WHAT DO WE COOK
Syntheses of Alkaloids Accomplished Till Date
Annulative-π-Extension (APEX):
​
Bottom-up synthesis of polycyclic aromatic hydrocarbons (PAHs) represents a cornerstone of modern nanocarbon chemistry for precise edge topology and for fine tuning optoelectronic properties. Among different regions present at the edge of arene templates, annulative-π-extension (APEX) at the bay-region is particularly challenging due to scarce functionalized precursors, with Diels-Alder cycloaddition as the sole prior method. We addressed this problem by developing ketone-directed APEX reaction at the masked bay-region by involving C–H bond functionalization employing various arene derived ketones as templets and internal alkynes.

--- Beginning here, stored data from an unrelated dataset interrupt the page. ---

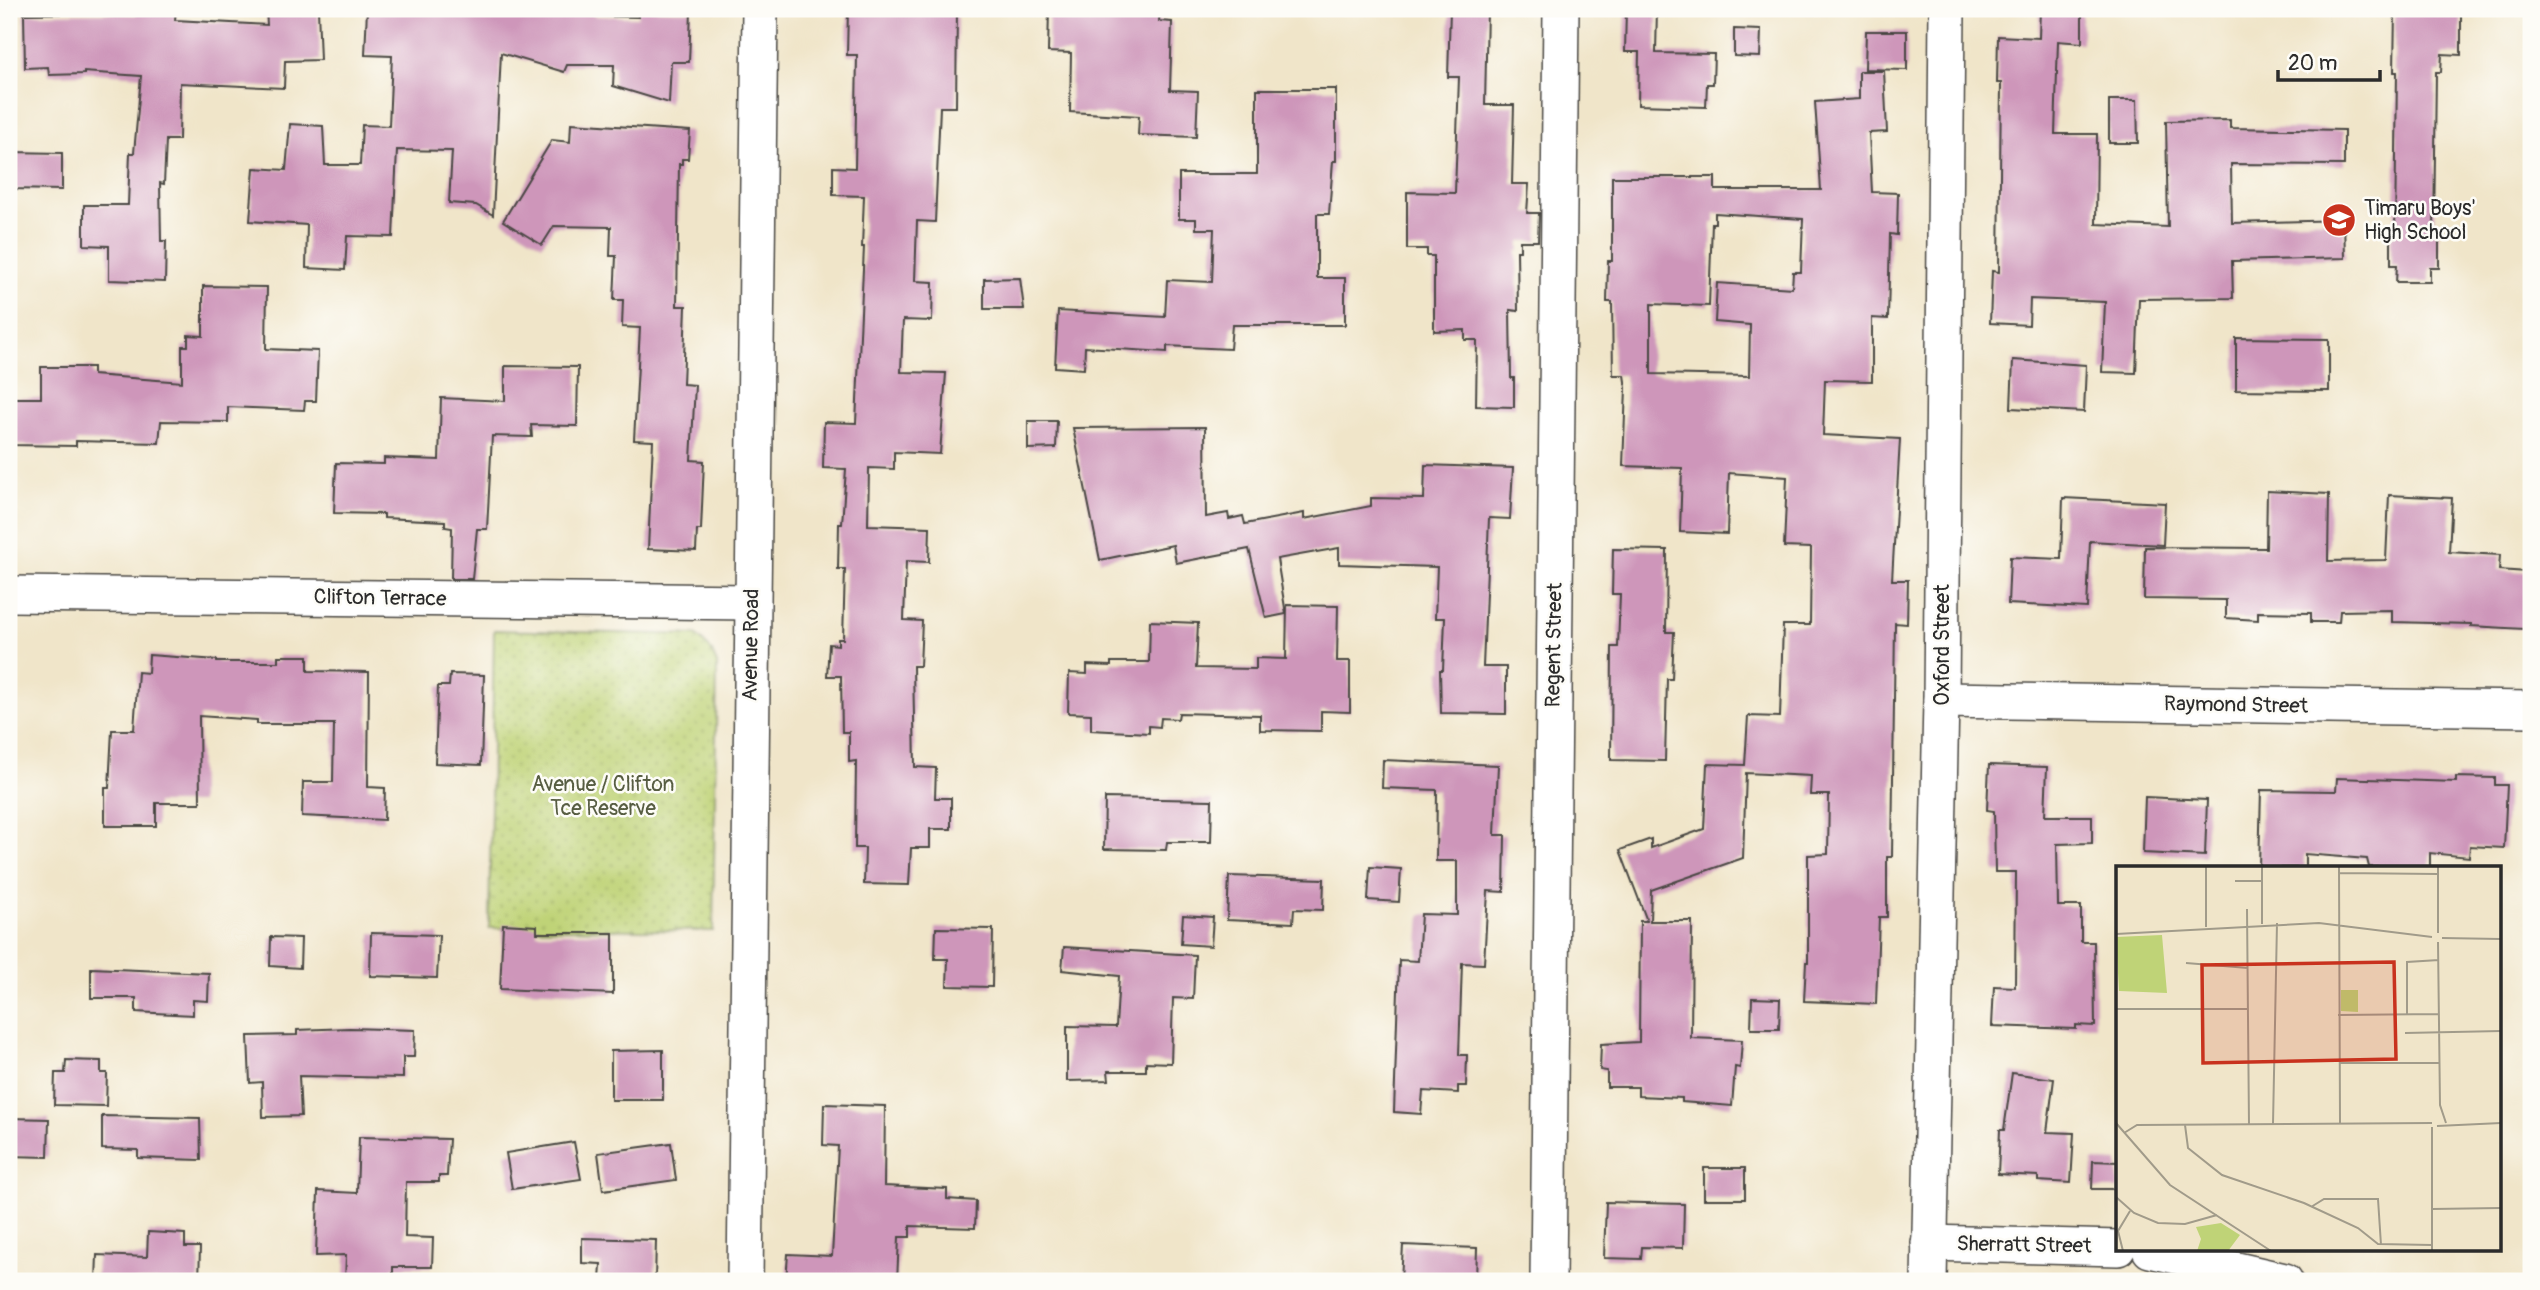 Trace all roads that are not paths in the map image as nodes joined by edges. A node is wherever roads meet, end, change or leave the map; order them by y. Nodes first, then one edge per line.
1 (760, 9) edge
2 (1561, 9) edge
3 (1947, 9) edge
4 (9, 594) edge
5 (752, 602) junction
6 (1941, 701) junction
7 (2531, 709) edge
8 (1929, 1242) junction
9 (2116, 1248) edge
10 (2159, 1252) edge
11 (745, 1281) edge
12 (1548, 1281) edge
13 (1929, 1281) edge
14 (2285, 1281) edge

1 - 5 street, Avenue Road
2 - 12 street, Regent Street
3 - 6 street, Oxford Street
4 - 5 street, Clifton Terrace
5 - 11 street, Avenue Road
6 - 7 street, Raymond Street
6 - 8 street, Oxford Street
8 - 9 street, Sherratt Street
8 - 13 street, Oxford Street
10 - 14 street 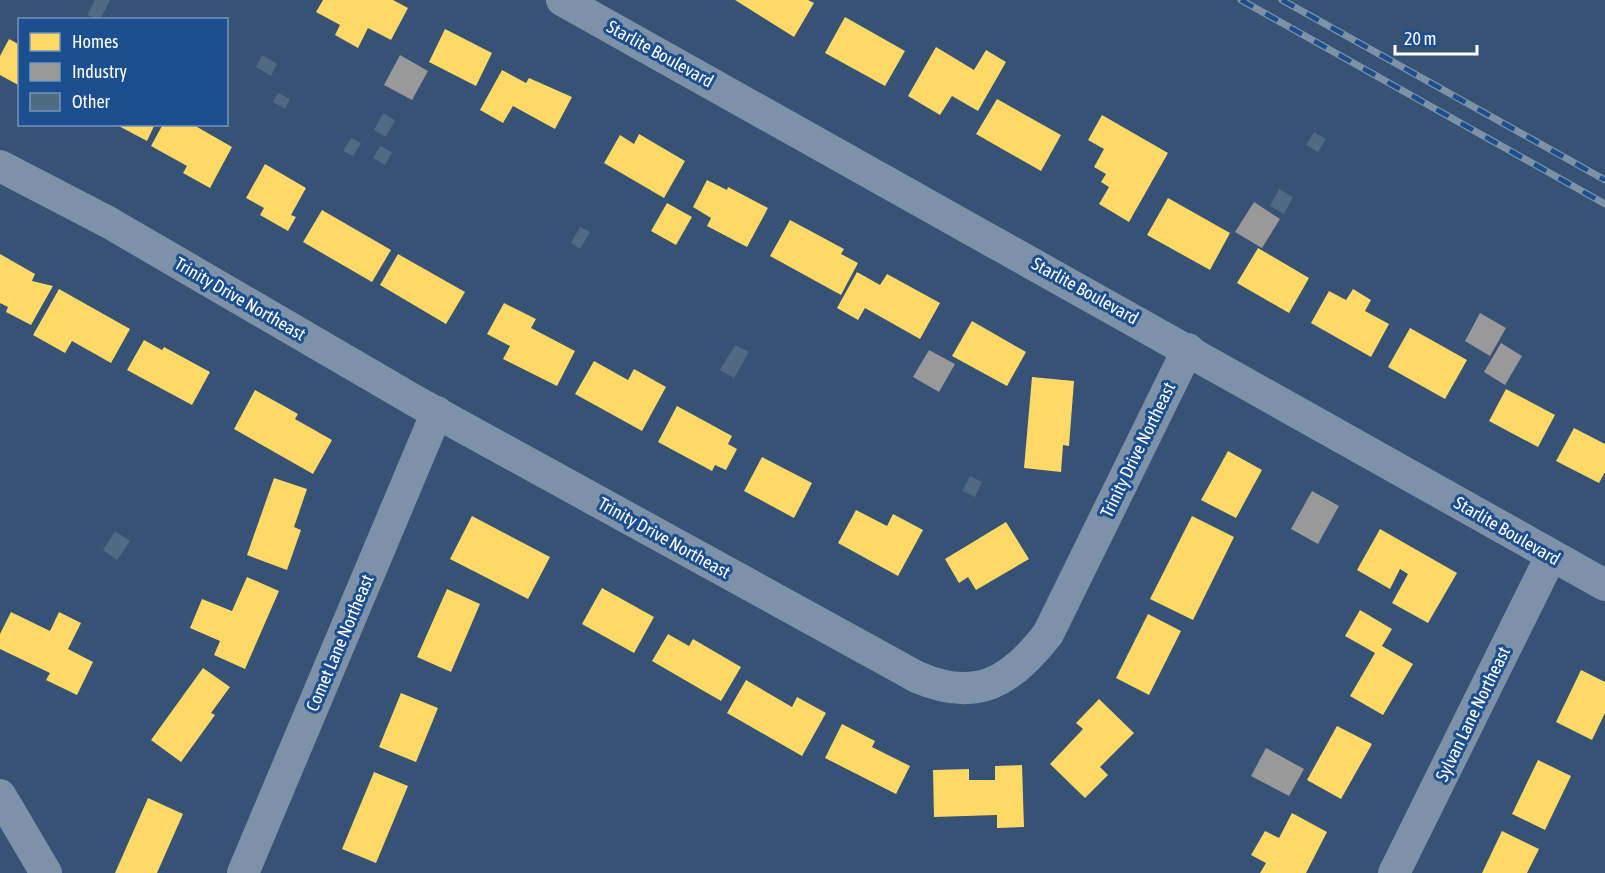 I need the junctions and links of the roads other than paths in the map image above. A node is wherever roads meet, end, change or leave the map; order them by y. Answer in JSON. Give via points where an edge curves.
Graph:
{"nodes":[{"id":1,"x":562,"y":0,"type":"edge"},
{"id":2,"x":0,"y":166,"type":"edge"},
{"id":3,"x":1188,"y":349,"type":"junction"},
{"id":4,"x":436,"y":412,"type":"junction"},
{"id":5,"x":1551,"y":556,"type":"junction"},
{"id":6,"x":1605,"y":585,"type":"edge"},
{"id":7,"x":0,"y":795,"type":"edge"},
{"id":8,"x":46,"y":873,"type":"edge"},
{"id":9,"x":243,"y":873,"type":"edge"},
{"id":10,"x":1394,"y":873,"type":"edge"}],
"edges":[{"from":1,"to":3,"type":"street","name":"Starlite Boulevard"},
{"from":2,"to":4,"type":"street","name":"Trinity Drive Northeast","via":[[108,222]]},
{"from":3,"to":4,"type":"street","name":"Trinity Drive Northeast","via":[[1048,634],[1027,661],[1001,680],[970,689],[940,688],[916,677]]},
{"from":3,"to":5,"type":"street","name":"Starlite Boulevard"},
{"from":4,"to":9,"type":"street","name":"Comet Lane Northeast"},
{"from":5,"to":6,"type":"street","name":"Starlite Boulevard"},
{"from":5,"to":10,"type":"street","name":"Sylvan Lane Northeast"},
{"from":7,"to":8,"type":"street"}]}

The reactions were executed by employing Rh, Co and Ru-based catalysts providing direct access to a range of exotic PAHs. Mechanistically this reaction proceeds through four distinct steps, showed excellent regioselectivity.
Allylation Chemistry:
​
Allylboronic acids hold tremendous significance as allylating agents both in terms of their reactivity and selectivity toward a number of functional groups. Although less-stable towards air, they exhibit superior nucleophilicity as well as selectivity compared to their boronate, stannane, or other metal analogues. Moreover, their ready accessibility in a geometrically pure form from the corresponding stereo-defined allyl alcohols renders them an invaluable ingredient for the total synthesis of natural products. Herein, we have demonstrated the utilization of these allylboronic acids in several asymmetric allylation reactions, and also for C2-reversed-allylation of indoles leading to the total syntheses of alkaloids. Asymmetric syntheses of a number of non-proteinogenic α-amino acids, and allylation of peptides, α-imino tertiary alcohols and α-amino ketones, α-amino imines as well as β-allylated keto imines were accomplished in high yields and diastereoselectivities. These developed methods are applicable to the total synthesis of considerable numbers of alkaloids.
Organocatalysis:
The field ‘organo-catalysis’ has thrived over three decades by working on the foundation build by the development of novel catalysts based on functionalized small organic molecules. Our research focuses on designing novel organo-catalysts. One such recent advancement from our group is development of nucleophilic catalyst based on the famous α–effect by employing readily available hydroxylamine and hydrazide in the active site of the catalysts for the electrophilic halo-functionalization. We also introduced benzoperylenocarbazole as efficient reducing organo-photoredox catalyst for various reductive transformations. In addition, utilization of visible light enables single electron transfer to the aryl halides by employing strong photoreducing naphthocarbazole based photocatalyst to form C-B, C-P, C-C bond formation along with C-N bond cleavage.
Computational Studies:
​
Our research aims to understand reaction mechanisms, regioselectivity, conformational preferences, and electron distribution in molecules through density functional theory (DFT) calculations. These studies provide the foundation for designing stereoselective reactions and for interpreting the roles of steric and electronic effects in chemical reactivity. In addition, computational insights into molecular energy levels guide the design and synthesis of polycyclic aromatic hydrocarbons (PAHs) for applications in organophotoredox catalysis and organic semiconducting materials.